About this task:
Pull out every line in the data that has the string "wrist" in it.

Items listed in a dataset
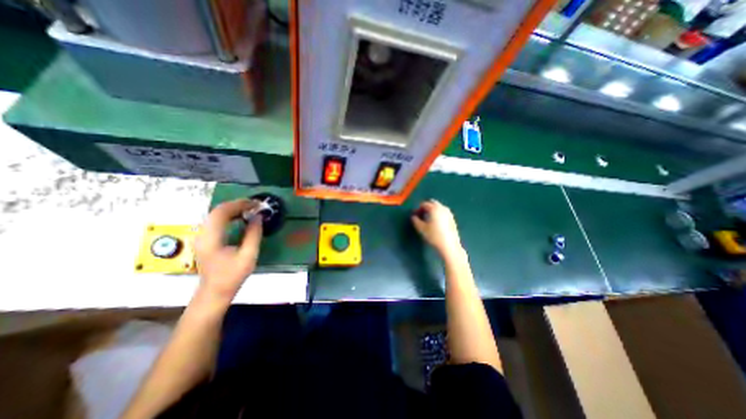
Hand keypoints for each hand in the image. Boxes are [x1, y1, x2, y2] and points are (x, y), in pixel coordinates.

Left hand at [194, 198, 262, 301]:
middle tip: (255, 205)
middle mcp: (202, 234)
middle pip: (217, 211)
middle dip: (237, 204)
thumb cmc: (232, 275)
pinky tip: (240, 217)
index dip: (239, 204)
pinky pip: (216, 220)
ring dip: (233, 209)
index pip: (221, 212)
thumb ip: (254, 234)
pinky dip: (229, 215)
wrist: (214, 292)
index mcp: (211, 239)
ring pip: (215, 214)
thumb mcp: (248, 255)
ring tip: (250, 209)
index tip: (256, 204)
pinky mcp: (205, 239)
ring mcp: (201, 236)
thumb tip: (258, 217)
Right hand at [411, 200, 463, 257]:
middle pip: (433, 203)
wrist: (449, 245)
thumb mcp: (422, 229)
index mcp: (434, 208)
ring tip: (428, 219)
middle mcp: (442, 208)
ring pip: (439, 207)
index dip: (418, 209)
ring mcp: (449, 213)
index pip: (424, 204)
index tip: (415, 215)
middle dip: (426, 207)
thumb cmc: (434, 236)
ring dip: (433, 210)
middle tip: (421, 215)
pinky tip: (436, 222)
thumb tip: (413, 217)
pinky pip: (443, 212)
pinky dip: (438, 214)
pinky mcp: (452, 218)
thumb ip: (416, 221)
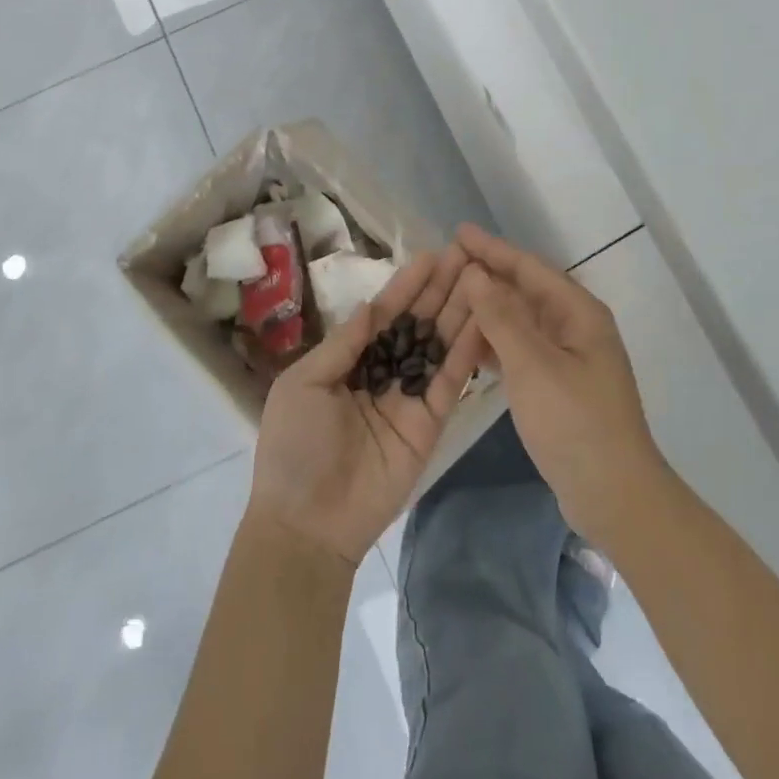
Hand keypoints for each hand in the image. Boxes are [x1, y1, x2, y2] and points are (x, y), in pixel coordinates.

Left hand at [248, 248, 486, 565]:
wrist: (307, 522)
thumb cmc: (294, 446)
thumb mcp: (304, 383)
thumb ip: (344, 343)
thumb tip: (372, 305)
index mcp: (349, 360)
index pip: (384, 314)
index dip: (407, 286)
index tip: (433, 255)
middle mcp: (382, 372)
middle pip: (417, 324)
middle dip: (441, 290)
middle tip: (468, 256)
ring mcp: (409, 397)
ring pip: (438, 346)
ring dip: (459, 312)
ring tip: (482, 278)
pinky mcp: (430, 422)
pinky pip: (449, 381)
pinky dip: (467, 351)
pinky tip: (484, 320)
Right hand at [456, 224, 665, 546]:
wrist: (613, 495)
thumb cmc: (574, 422)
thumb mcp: (533, 365)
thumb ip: (502, 317)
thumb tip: (476, 273)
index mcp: (579, 313)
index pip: (529, 268)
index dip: (493, 249)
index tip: (458, 232)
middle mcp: (576, 327)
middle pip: (526, 290)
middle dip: (489, 275)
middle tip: (447, 262)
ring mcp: (569, 358)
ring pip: (522, 321)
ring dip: (489, 309)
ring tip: (450, 299)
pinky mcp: (559, 385)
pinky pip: (522, 350)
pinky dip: (497, 343)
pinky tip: (469, 345)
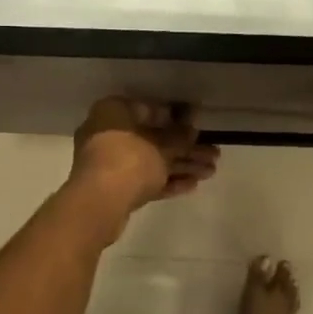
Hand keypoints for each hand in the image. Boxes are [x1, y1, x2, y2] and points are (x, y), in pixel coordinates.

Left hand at [69, 97, 218, 216]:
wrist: (99, 203)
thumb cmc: (129, 160)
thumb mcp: (162, 145)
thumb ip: (180, 136)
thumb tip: (192, 128)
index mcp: (113, 112)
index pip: (149, 109)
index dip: (177, 118)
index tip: (198, 125)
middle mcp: (108, 133)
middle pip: (154, 139)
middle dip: (185, 148)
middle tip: (213, 154)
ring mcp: (110, 163)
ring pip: (152, 161)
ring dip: (181, 166)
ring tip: (211, 171)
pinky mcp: (115, 188)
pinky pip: (145, 180)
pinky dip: (167, 181)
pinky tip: (193, 185)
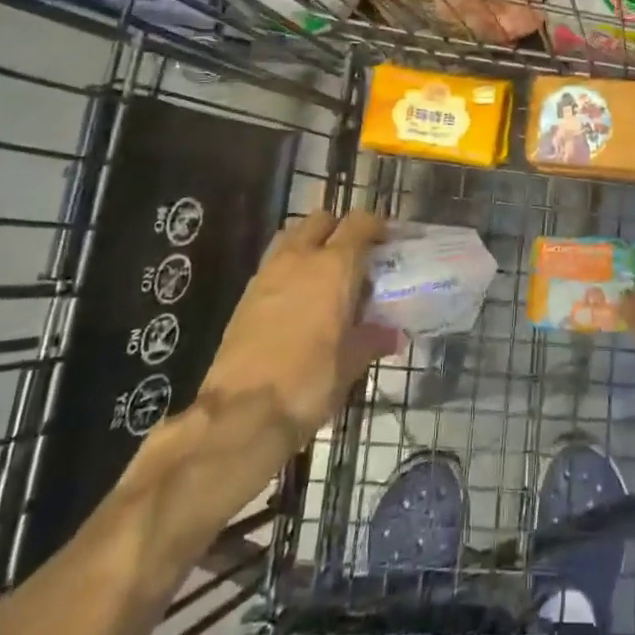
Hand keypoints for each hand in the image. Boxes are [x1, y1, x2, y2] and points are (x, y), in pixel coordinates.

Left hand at [193, 210, 400, 456]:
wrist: (242, 414)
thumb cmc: (309, 382)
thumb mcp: (351, 363)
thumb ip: (373, 339)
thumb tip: (392, 334)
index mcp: (334, 266)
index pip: (359, 223)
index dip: (376, 225)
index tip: (387, 240)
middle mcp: (300, 258)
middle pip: (321, 220)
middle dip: (340, 229)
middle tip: (355, 255)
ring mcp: (268, 274)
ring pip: (292, 236)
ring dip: (310, 243)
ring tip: (324, 272)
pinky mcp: (245, 295)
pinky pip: (273, 263)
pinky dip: (289, 268)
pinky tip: (298, 298)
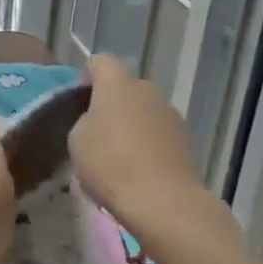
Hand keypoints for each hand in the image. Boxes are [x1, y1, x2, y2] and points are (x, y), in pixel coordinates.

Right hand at [69, 56, 209, 239]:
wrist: (164, 202)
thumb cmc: (111, 164)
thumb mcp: (77, 141)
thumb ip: (83, 120)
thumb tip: (96, 121)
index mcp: (117, 83)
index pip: (99, 61)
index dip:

Solution for this problem:
wrist: (214, 292)
wrist: (449, 245)
wrist: (307, 522)
wrist: (613, 495)
wrist: (99, 203)
wrist: (242, 414)
wrist: (164, 202)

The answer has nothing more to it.